We interns were introduced to the exceptional work-life balance quickly and with lots of support. The wonderful Kevin set up weekly lunches for the interns to interface with others across every aspect of the company -- we received a complete tour of how this particular startup functions, from customer experience to infrastructure design. In addition, to preserve a sense of camaraderie during these difficult times, a large proportion of the employees would set up and attend weekly virtual lunches and happy hours.
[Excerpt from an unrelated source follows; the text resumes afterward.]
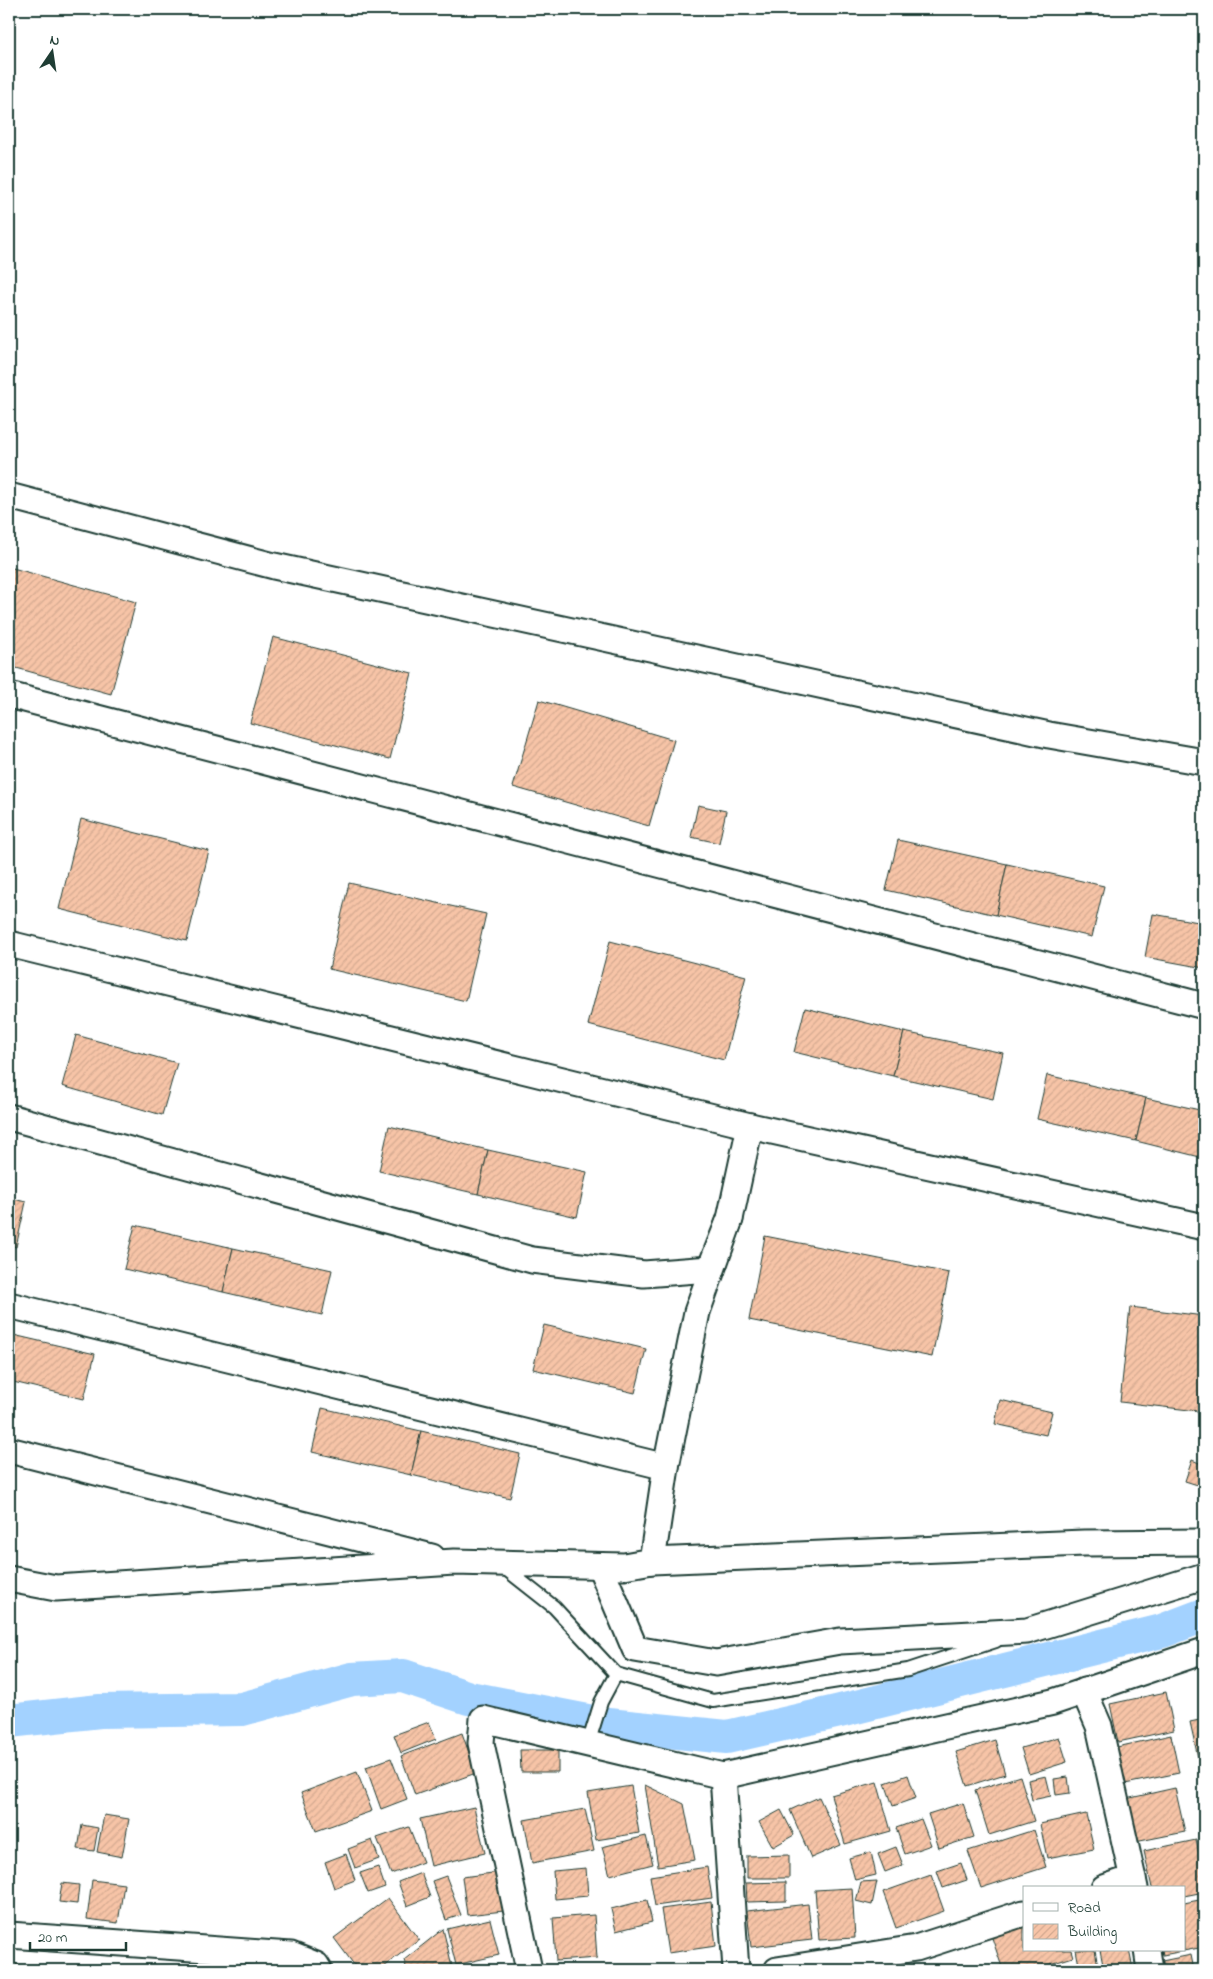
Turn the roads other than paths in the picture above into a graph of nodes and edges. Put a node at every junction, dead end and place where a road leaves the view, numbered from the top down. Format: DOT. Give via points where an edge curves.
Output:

One of the highlights every month is the company-wide virtual game night. Nicole, the trivia extraordinaire, set up our first game night, a two-team scavenger hunt competition that sparked our competitive spirit but ended in a tie (a literal win-win situation with all of us earning the prize 🙂). Michelle, puzzle-hunt aficionado, followed-up to organize the second game night, an 80s throwback escape room, a very fun way to exhibit some quick thinking and teamwork.
Escape Room Team Background (edit creds: Nicole Filipelli)
Savanna, a fellow intern, set up weekly game hours for us to unwind as a group. Group favorites were Catan, Gartic Phone, Scattegories, and Codenames. One week, I experienced the particularly annoying event of having my wisdom teeth removed (no more soup or mashed potatoes for me for a long, **long** time), but which eventually resulted in my favorite portrait, myself chilling with my wisdom tooth:
My Wisdom Tooth and I (drawing creds: Savanna Yee)
I was also given the freedom to plan another intern event with the financial support of Neeva! As our internships began to wind down, we set up a dinner and movie night where we prepared and ate a meal as we watched Pixar's Luca together.
Neeva launched to the general public on July 29, a few weeks after most interns joined. In celebration of all the work gone into building and launching Neeva, a rooftop launch party was organized for those part of the journey (following all health and safety guidelines).
The event was a huge success with those in the Bay area coming together, many for the first time, having joined the organization in pandemic times. A night of mingling, wonderful city views, and quality dining was capped by a pair of powerful speeches by Sridhar and Vivek, speaking the praise of this work family.
Those that know me personally can appreciate how much I enjoyed and valued this summer experience; for those that don't, I'm not one to sing unearned praise, so when I do, it really counts. To those prospective candidates making a decision, I strongly encourage you to take the next step in your journey with Neeva -- you might just dive into a wonderful experience.